## TO DO
Output all entries below exactly as they are given.

(Extracted records)

═══

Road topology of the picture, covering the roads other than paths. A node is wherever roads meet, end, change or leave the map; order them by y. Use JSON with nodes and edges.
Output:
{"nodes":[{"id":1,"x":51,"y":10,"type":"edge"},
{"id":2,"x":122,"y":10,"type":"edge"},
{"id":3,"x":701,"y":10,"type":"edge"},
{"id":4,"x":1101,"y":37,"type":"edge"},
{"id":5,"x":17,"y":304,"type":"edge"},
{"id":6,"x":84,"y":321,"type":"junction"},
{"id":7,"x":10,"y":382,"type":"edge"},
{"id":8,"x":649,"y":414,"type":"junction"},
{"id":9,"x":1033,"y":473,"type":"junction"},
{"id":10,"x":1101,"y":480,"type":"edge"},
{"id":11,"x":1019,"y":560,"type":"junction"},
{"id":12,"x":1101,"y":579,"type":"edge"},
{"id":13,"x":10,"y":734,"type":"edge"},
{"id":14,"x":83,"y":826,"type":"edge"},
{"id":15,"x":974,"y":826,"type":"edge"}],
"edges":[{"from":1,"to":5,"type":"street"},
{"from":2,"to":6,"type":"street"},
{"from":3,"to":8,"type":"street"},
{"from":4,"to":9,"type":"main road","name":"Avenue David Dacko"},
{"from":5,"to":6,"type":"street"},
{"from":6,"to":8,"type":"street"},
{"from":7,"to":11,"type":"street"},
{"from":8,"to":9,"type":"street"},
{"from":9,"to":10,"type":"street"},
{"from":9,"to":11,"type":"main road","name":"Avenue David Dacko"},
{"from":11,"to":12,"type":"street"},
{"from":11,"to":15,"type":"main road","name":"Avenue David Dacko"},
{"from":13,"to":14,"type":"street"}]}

═══

## EXERCISE RESPONSE
Road topology of the picture, covering the roads other than paths. A node is wherever roads meet, end, change or leave the map; order them by y. Use JSON with nodes and edges.
Output:
{"nodes":[{"id":1,"x":51,"y":10,"type":"edge"},
{"id":2,"x":122,"y":10,"type":"edge"},
{"id":3,"x":701,"y":10,"type":"edge"},
{"id":4,"x":1101,"y":37,"type":"edge"},
{"id":5,"x":17,"y":304,"type":"edge"},
{"id":6,"x":84,"y":321,"type":"junction"},
{"id":7,"x":10,"y":382,"type":"edge"},
{"id":8,"x":649,"y":414,"type":"junction"},
{"id":9,"x":1033,"y":473,"type":"junction"},
{"id":10,"x":1101,"y":480,"type":"edge"},
{"id":11,"x":1019,"y":560,"type":"junction"},
{"id":12,"x":1101,"y":579,"type":"edge"},
{"id":13,"x":10,"y":734,"type":"edge"},
{"id":14,"x":83,"y":826,"type":"edge"},
{"id":15,"x":974,"y":826,"type":"edge"}],
"edges":[{"from":1,"to":5,"type":"street"},
{"from":2,"to":6,"type":"street"},
{"from":3,"to":8,"type":"street"},
{"from":4,"to":9,"type":"main road","name":"Avenue David Dacko"},
{"from":5,"to":6,"type":"street"},
{"from":6,"to":8,"type":"street"},
{"from":7,"to":11,"type":"street"},
{"from":8,"to":9,"type":"street"},
{"from":9,"to":10,"type":"street"},
{"from":9,"to":11,"type":"main road","name":"Avenue David Dacko"},
{"from":11,"to":12,"type":"street"},
{"from":11,"to":15,"type":"main road","name":"Avenue David Dacko"},
{"from":13,"to":14,"type":"street"}]}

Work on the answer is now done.